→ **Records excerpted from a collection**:
+++++
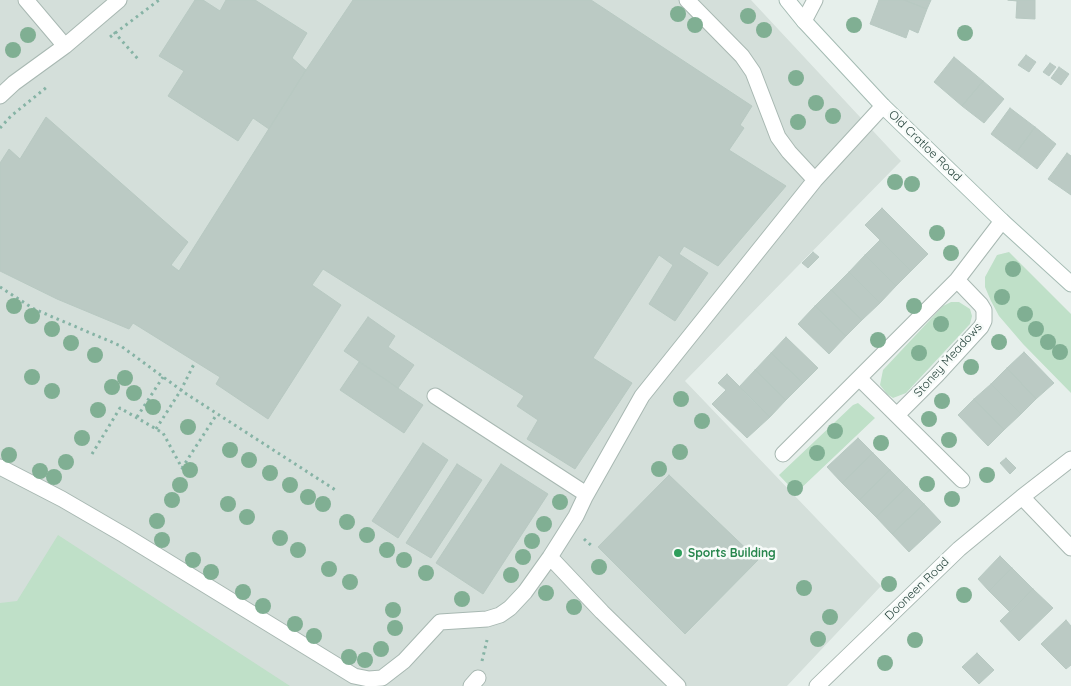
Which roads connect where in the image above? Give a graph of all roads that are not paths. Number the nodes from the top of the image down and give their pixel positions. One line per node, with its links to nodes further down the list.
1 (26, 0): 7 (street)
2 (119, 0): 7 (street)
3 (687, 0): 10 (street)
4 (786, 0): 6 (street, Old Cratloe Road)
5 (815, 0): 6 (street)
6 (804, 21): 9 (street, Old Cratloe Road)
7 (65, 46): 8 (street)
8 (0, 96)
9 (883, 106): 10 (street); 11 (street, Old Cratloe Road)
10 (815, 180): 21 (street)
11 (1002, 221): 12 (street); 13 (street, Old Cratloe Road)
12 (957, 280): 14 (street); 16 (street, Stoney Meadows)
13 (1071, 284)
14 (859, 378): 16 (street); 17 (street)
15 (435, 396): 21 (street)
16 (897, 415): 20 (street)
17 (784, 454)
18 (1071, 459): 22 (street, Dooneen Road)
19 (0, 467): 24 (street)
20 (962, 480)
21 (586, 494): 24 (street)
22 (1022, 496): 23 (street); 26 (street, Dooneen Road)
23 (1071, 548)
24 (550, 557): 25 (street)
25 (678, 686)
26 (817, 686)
+++++
→ **Task to carry out**: Output each entry above word for word. The pictures stay out.

→ **Worked solution**:
Which roads connect where in the image above? Give a graph of all roads that are not paths. Number the nodes from the top of the image down and give their pixel positions. One line per node, with its links to nodes further down the list.
1 (26, 0): 7 (street)
2 (119, 0): 7 (street)
3 (687, 0): 10 (street)
4 (786, 0): 6 (street, Old Cratloe Road)
5 (815, 0): 6 (street)
6 (804, 21): 9 (street, Old Cratloe Road)
7 (65, 46): 8 (street)
8 (0, 96)
9 (883, 106): 10 (street); 11 (street, Old Cratloe Road)
10 (815, 180): 21 (street)
11 (1002, 221): 12 (street); 13 (street, Old Cratloe Road)
12 (957, 280): 14 (street); 16 (street, Stoney Meadows)
13 (1071, 284)
14 (859, 378): 16 (street); 17 (street)
15 (435, 396): 21 (street)
16 (897, 415): 20 (street)
17 (784, 454)
18 (1071, 459): 22 (street, Dooneen Road)
19 (0, 467): 24 (street)
20 (962, 480)
21 (586, 494): 24 (street)
22 (1022, 496): 23 (street); 26 (street, Dooneen Road)
23 (1071, 548)
24 (550, 557): 25 (street)
25 (678, 686)
26 (817, 686)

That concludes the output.